Pick out every line in the data below that holds "Wallis".

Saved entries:
------------------------------------

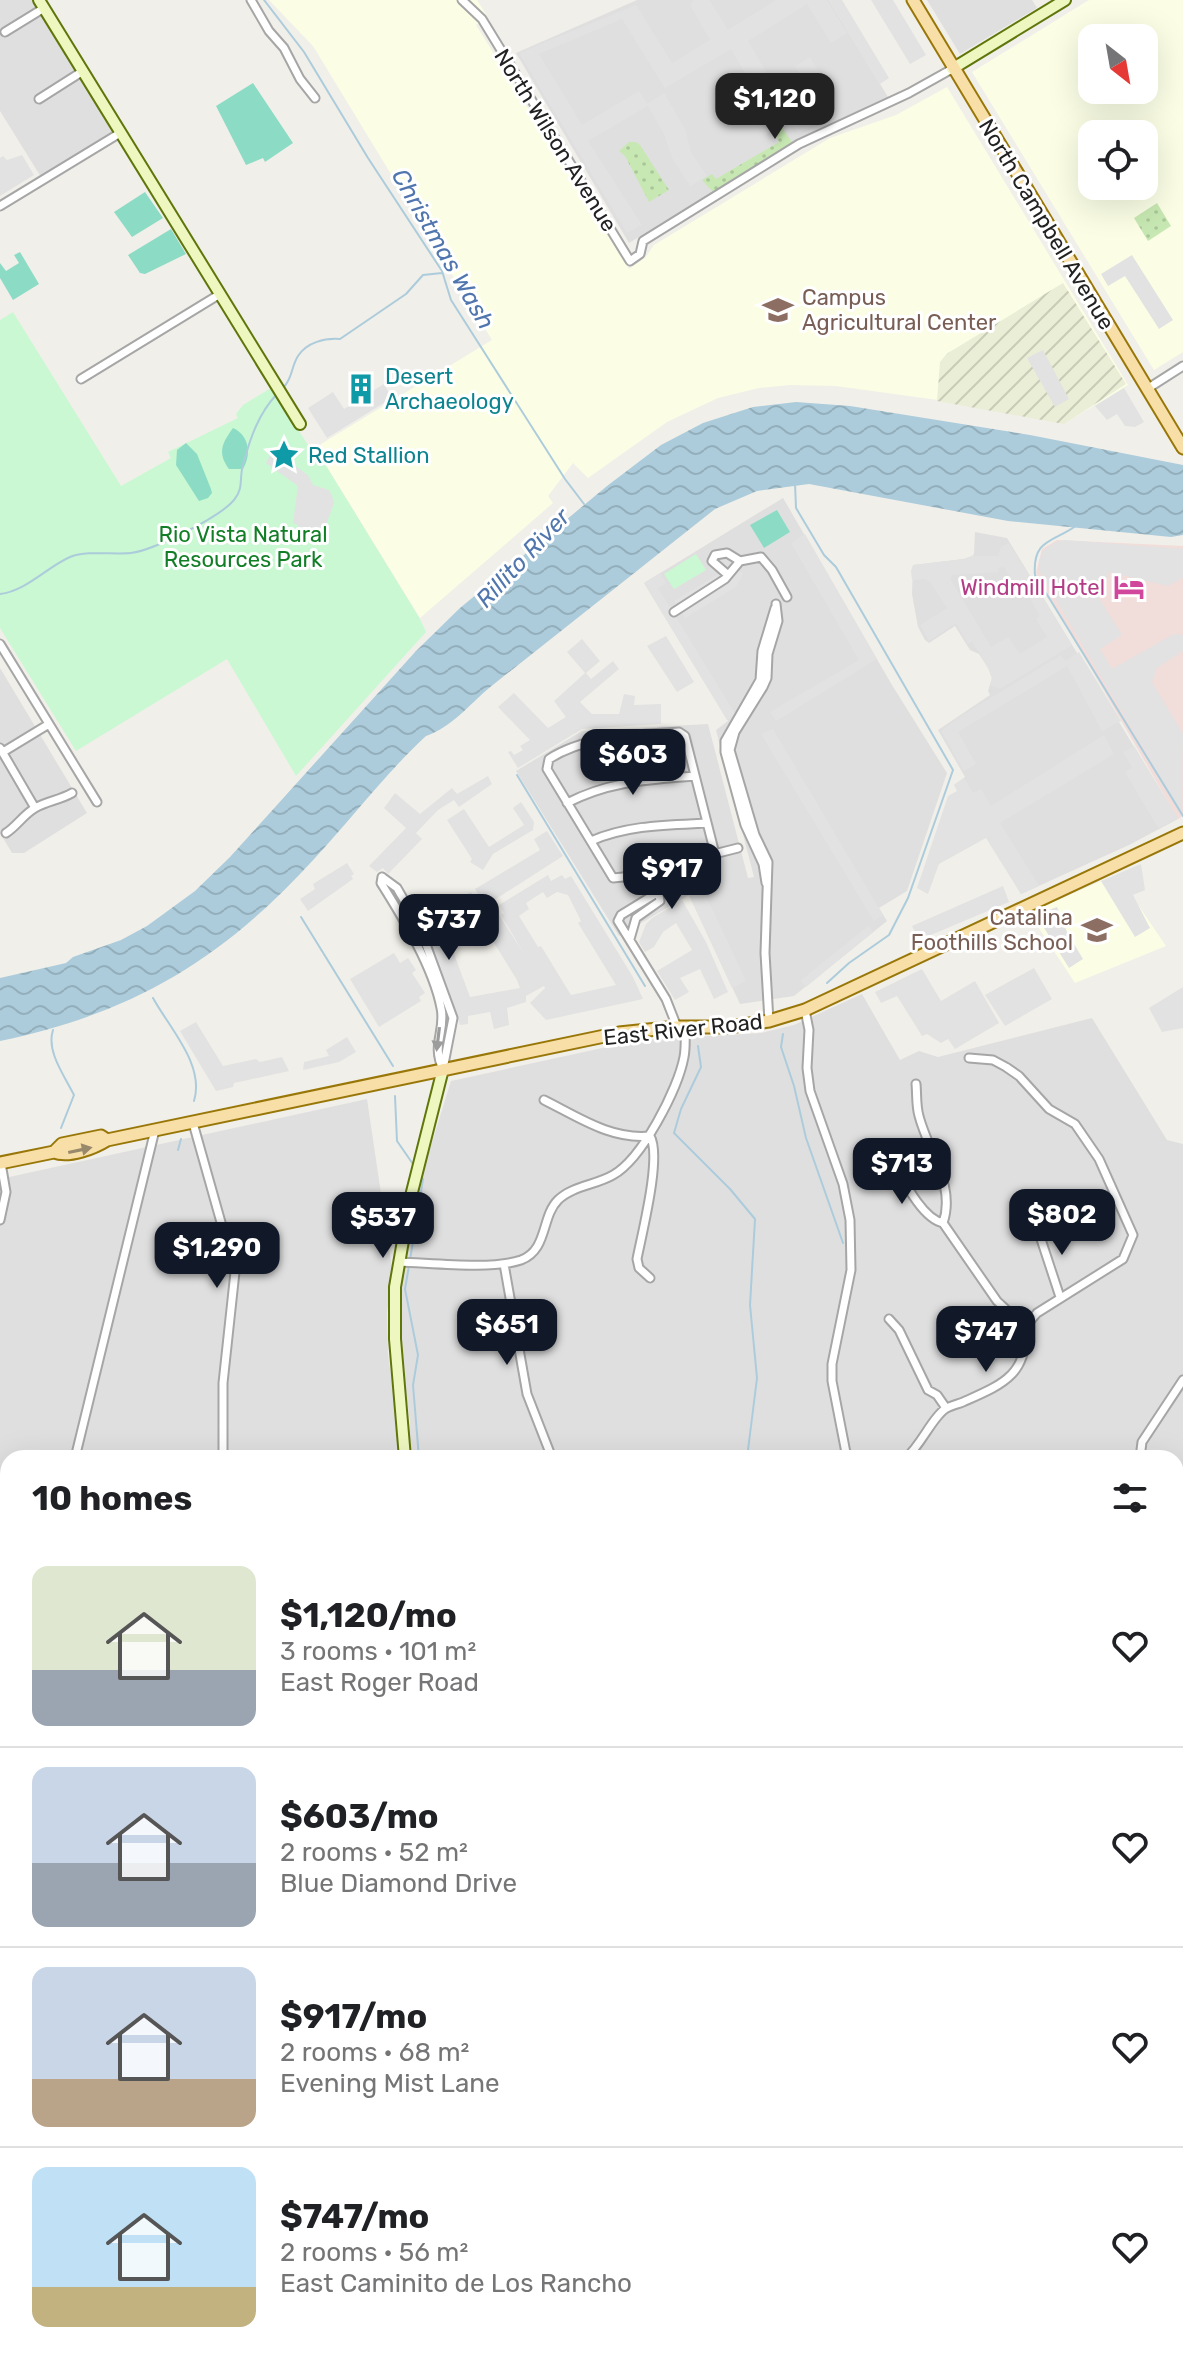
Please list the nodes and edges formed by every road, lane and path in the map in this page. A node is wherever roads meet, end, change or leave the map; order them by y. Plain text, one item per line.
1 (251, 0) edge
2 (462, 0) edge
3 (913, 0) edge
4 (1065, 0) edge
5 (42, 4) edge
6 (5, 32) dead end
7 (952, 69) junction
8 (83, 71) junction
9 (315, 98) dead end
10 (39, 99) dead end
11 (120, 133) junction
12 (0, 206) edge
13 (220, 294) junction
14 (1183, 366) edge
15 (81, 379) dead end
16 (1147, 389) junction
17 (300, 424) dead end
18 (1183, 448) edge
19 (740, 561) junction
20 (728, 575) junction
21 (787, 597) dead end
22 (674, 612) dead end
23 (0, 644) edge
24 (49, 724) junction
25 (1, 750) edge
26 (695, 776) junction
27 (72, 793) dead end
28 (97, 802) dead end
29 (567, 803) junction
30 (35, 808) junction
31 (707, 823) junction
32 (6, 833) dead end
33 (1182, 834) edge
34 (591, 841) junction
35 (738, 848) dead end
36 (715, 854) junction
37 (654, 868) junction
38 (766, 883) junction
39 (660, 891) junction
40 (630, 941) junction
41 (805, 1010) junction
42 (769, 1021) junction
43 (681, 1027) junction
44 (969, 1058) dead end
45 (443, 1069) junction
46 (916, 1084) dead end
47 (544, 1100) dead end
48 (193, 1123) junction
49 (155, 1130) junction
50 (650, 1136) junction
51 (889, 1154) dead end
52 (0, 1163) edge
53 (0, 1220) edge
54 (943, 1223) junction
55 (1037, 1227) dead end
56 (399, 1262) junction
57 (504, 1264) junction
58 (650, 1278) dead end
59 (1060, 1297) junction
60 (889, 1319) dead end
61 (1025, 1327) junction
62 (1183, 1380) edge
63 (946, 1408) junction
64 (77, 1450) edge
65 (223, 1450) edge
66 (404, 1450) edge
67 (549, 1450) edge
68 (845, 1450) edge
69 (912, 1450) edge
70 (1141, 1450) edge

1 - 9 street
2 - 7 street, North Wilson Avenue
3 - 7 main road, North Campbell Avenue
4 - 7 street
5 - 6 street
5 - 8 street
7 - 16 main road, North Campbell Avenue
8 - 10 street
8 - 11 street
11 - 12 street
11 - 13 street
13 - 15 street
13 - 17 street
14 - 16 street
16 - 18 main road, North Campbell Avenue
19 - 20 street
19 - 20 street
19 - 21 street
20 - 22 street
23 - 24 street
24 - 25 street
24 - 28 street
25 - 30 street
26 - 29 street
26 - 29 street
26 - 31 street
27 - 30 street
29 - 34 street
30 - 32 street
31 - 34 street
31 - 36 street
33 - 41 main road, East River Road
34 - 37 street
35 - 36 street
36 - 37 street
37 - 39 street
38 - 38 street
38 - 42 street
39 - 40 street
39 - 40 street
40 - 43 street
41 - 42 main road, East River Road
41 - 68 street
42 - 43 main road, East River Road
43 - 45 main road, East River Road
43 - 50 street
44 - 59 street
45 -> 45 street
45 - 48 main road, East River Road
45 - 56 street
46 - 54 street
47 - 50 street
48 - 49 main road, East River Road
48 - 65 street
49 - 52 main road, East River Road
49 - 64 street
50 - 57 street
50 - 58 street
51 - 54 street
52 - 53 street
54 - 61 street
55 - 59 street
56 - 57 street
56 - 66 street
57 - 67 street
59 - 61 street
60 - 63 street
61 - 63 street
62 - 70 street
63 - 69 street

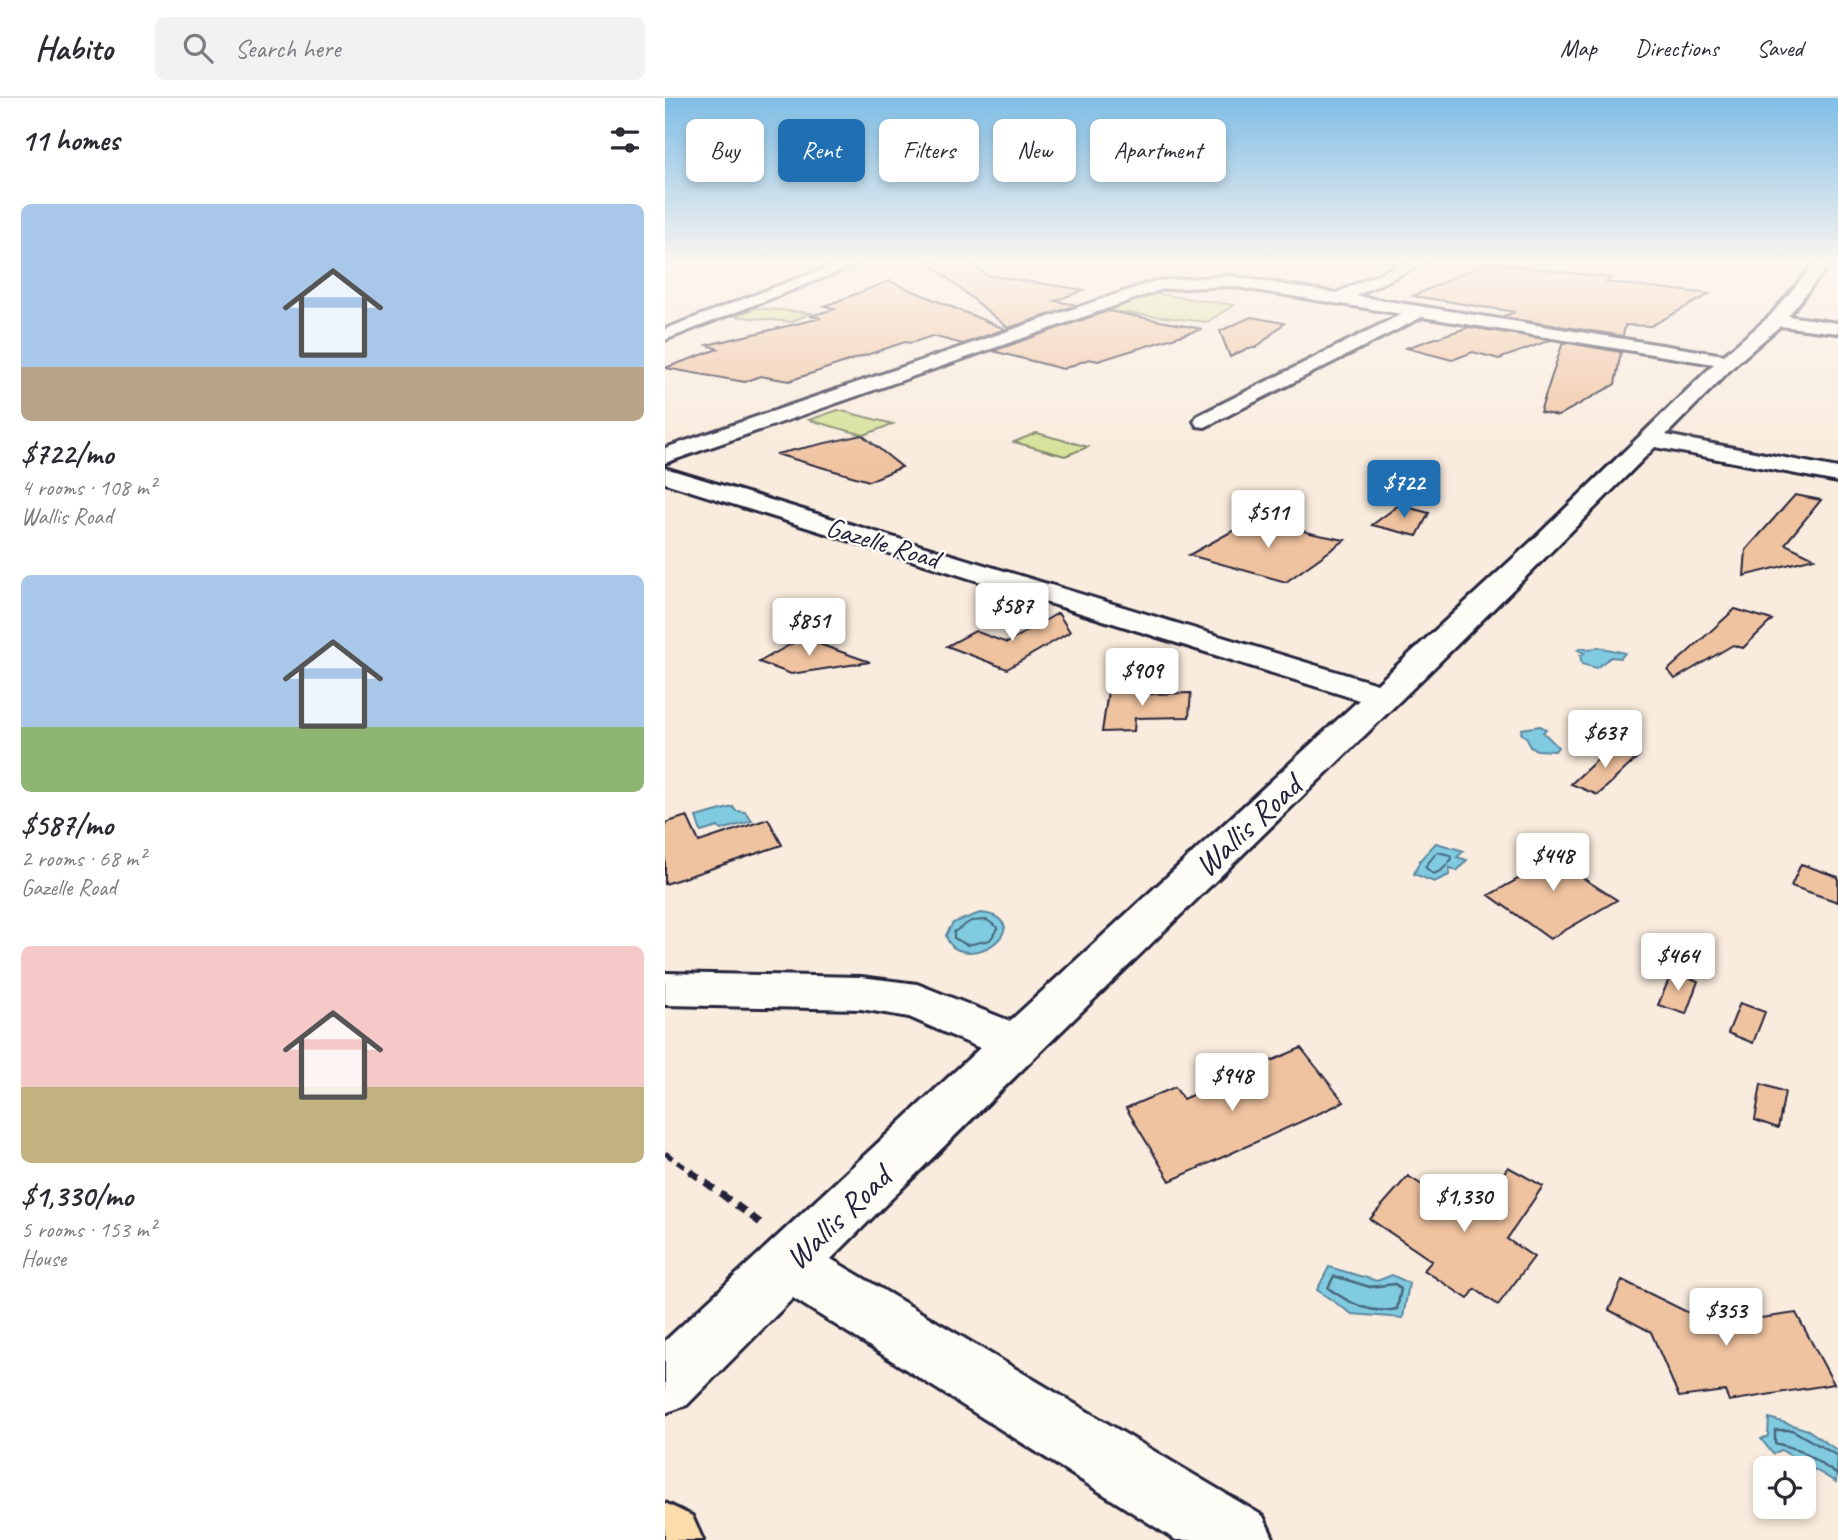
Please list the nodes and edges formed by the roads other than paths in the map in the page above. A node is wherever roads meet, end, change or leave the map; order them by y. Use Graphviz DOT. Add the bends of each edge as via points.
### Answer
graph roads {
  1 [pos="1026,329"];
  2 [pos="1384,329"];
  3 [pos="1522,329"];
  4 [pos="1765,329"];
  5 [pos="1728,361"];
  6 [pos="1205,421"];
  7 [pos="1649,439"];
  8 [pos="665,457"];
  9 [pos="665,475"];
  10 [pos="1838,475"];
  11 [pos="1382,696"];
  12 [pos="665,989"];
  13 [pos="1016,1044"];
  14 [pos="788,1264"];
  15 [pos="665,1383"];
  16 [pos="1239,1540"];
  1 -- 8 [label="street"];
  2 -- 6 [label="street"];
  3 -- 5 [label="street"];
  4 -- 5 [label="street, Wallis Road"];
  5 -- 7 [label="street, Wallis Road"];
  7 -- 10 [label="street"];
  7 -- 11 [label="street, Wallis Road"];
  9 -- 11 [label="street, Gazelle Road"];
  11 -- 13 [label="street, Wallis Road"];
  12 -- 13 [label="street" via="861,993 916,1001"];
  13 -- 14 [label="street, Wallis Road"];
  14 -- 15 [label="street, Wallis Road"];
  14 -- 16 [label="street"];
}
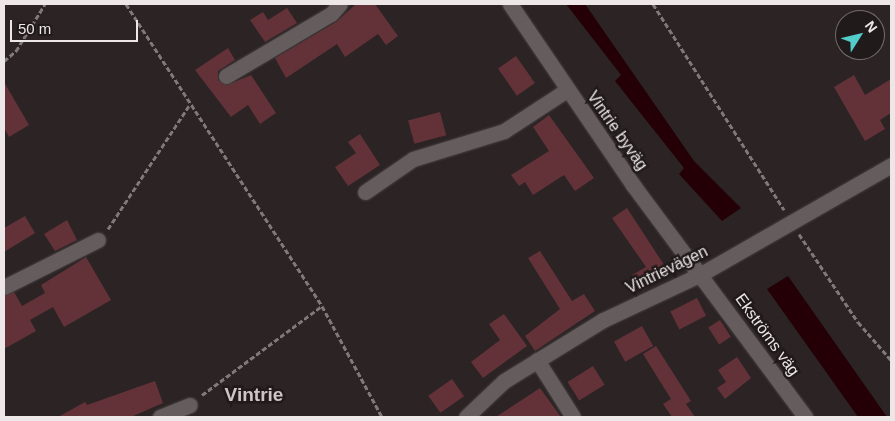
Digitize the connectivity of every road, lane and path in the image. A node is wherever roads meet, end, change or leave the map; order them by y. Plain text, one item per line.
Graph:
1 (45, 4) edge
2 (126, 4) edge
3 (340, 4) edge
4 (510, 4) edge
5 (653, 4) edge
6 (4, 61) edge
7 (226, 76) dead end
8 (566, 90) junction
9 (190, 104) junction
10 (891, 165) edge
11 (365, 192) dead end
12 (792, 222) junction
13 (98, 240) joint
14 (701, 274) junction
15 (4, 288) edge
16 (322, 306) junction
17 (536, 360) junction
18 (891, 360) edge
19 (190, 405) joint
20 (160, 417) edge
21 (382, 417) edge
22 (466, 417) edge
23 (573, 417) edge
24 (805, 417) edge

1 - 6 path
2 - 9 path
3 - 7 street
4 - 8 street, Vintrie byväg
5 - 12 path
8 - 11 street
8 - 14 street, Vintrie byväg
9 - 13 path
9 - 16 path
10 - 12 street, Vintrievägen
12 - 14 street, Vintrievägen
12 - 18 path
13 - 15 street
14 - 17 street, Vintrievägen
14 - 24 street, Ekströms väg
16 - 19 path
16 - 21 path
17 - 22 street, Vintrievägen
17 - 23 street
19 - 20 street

------------------------------------

Worked solution:
  4 -- 5 [label="street, Wallis Road"];
  5 -- 7 [label="street, Wallis Road"];
  7 -- 11 [label="street, Wallis Road"];
  11 -- 13 [label="street, Wallis Road"];
  13 -- 14 [label="street, Wallis Road"];
  14 -- 15 [label="street, Wallis Road"];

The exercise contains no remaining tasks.